**Extracted entries**
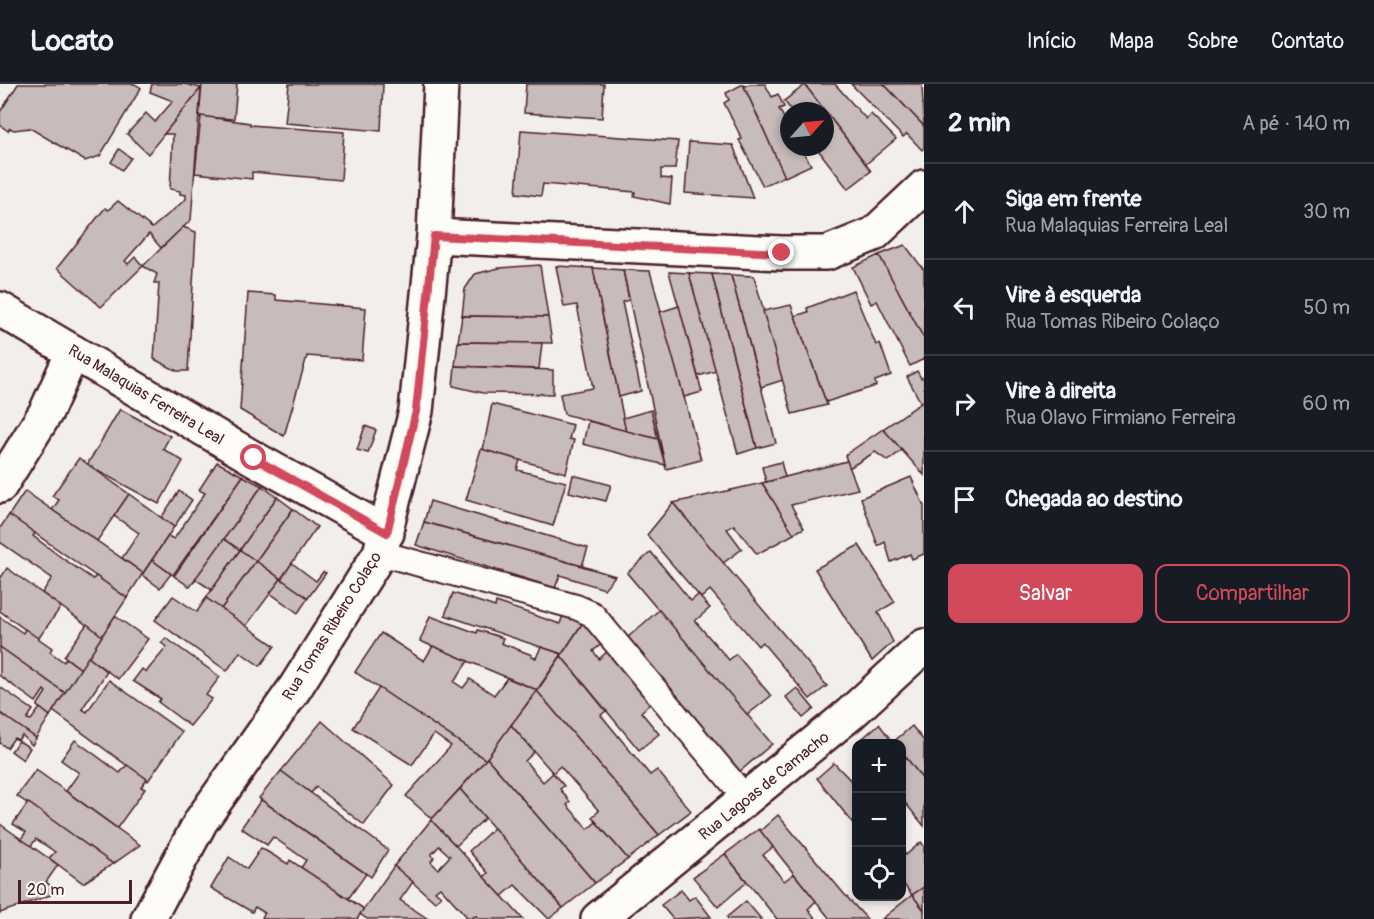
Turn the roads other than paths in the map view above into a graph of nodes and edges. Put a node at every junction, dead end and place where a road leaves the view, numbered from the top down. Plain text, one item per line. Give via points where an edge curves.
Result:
1 (441, 84) edge
2 (924, 187) edge
3 (434, 236) junction
4 (0, 309) edge
5 (73, 352) junction
6 (0, 486) edge
7 (383, 543) junction
8 (924, 646) edge
9 (747, 800) junction
10 (142, 916) edge
11 (598, 919) edge

1 - 3 street, Rua Tomas Ribeiro Colaço
2 - 3 street via 874,234 827,253
3 - 7 street, Rua Tomas Ribeiro Colaço via 416,411
4 - 5 street, Rua Malaquias Ferreira Leal
5 - 6 street via 46,412
5 - 7 street, Rua Malaquias Ferreira Leal
7 - 9 street via 592,614
7 - 10 street, Rua Tomas Ribeiro Colaço via 301,679 201,820
8 - 9 street, Rua Lagoas de Camacho
9 - 11 street, Rua Lagoas de Camacho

**Task instructions**
Copy out every entry above word for word; omit the images.

**Task output**
Turn the roads other than paths in the map view above into a graph of nodes and edges. Put a node at every junction, dead end and place where a road leaves the view, numbered from the top down. Plain text, one item per line. Give via points where an edge curves.
Result:
1 (441, 84) edge
2 (924, 187) edge
3 (434, 236) junction
4 (0, 309) edge
5 (73, 352) junction
6 (0, 486) edge
7 (383, 543) junction
8 (924, 646) edge
9 (747, 800) junction
10 (142, 916) edge
11 (598, 919) edge

1 - 3 street, Rua Tomas Ribeiro Colaço
2 - 3 street via 874,234 827,253
3 - 7 street, Rua Tomas Ribeiro Colaço via 416,411
4 - 5 street, Rua Malaquias Ferreira Leal
5 - 6 street via 46,412
5 - 7 street, Rua Malaquias Ferreira Leal
7 - 9 street via 592,614
7 - 10 street, Rua Tomas Ribeiro Colaço via 301,679 201,820
8 - 9 street, Rua Lagoas de Camacho
9 - 11 street, Rua Lagoas de Camacho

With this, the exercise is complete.